Jesse Robbins (Amazon), Kripa Krishnan (Google), and John Allspaw (Etsy) discuss how they built organizations that deliberately trigger failure to get stronger — powering off data centers, running 96-hour disaster simulations, and transforming blame cultures into learning cultures.
A roundtable discussion in ACM Queue where Jesse Robbins (Amazon), John Allspaw (Etsy), Kripa Krishnan (Google), and moderator Tom Limoncelli (Google) discuss the principles of resilience engineering — deliberately triggering failure to build stronger systems.
Robbins describes how Amazon’s GameDay exercises would literally power off data centers without warning to expose latent defects, drawing on his training as a firefighter to design realistic disaster simulations. Krishnan details Google’s equivalent: 72-to-96-hour exercises with hundreds of engineers working around the clock, testing everything from full data-center destruction to rendering entire teams incommunicado. Allspaw argues for blameless postmortems and introduces the “substitution test” — proving that almost any engineer would have made the same decision in context.
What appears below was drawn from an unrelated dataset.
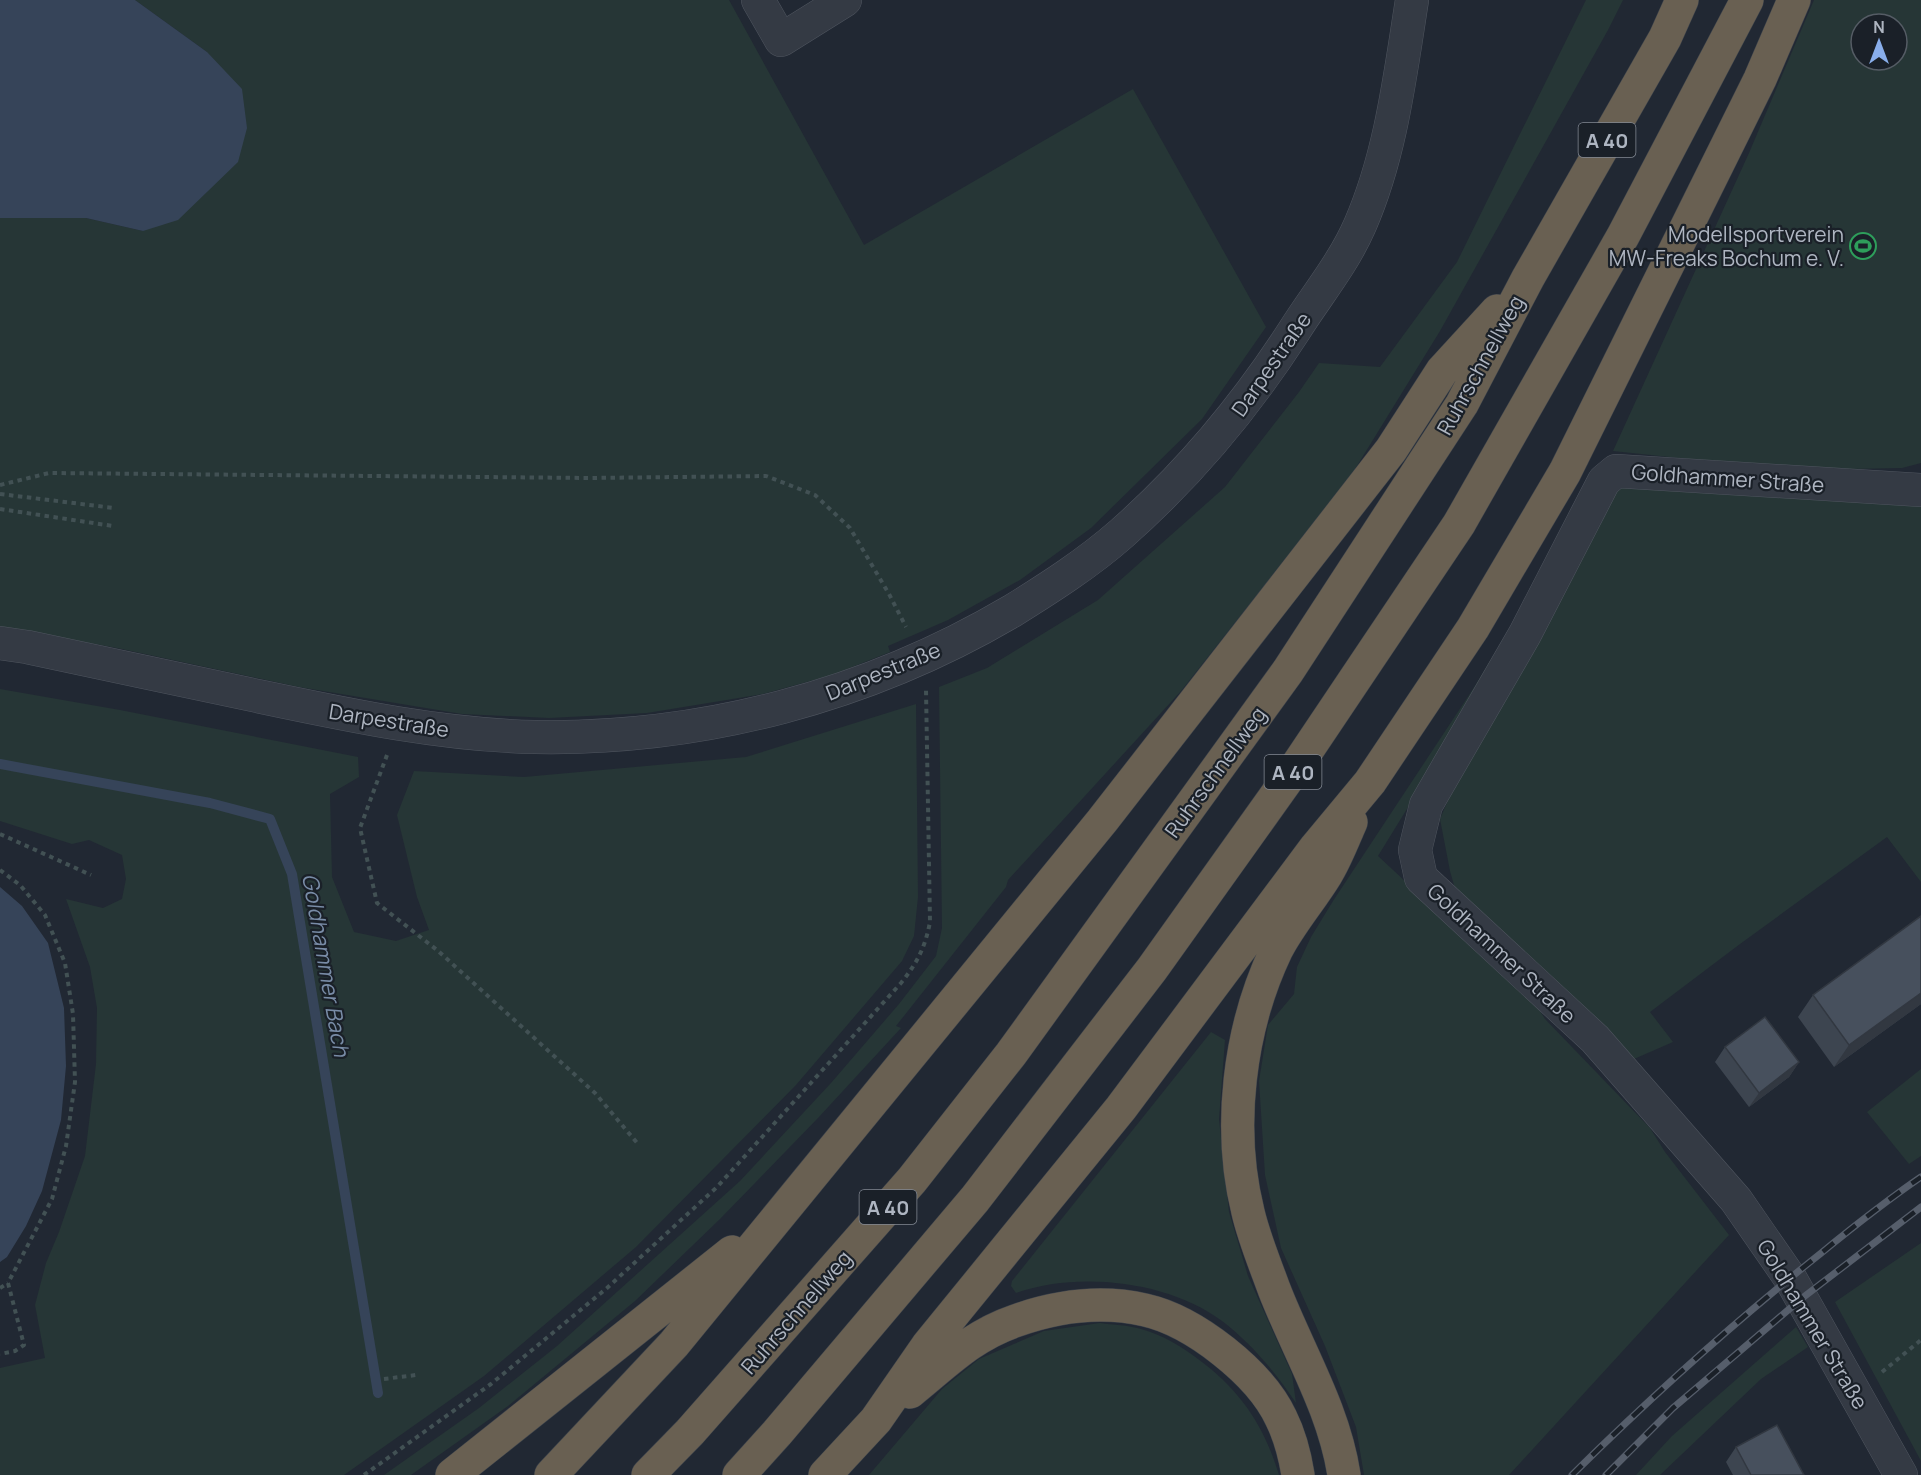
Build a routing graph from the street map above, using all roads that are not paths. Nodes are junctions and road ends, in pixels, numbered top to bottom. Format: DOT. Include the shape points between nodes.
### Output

The discussion traces a cultural transformation: from organizations where failure meant blame and firing, to ones where deliberately triggering failure became the path to building truly resilient systems. As Robbins puts it: “You can’t choose whether or not you’re going to have failures — they are going to happen no matter what — but you can choose in many cases when you’re going to learn the lessons.”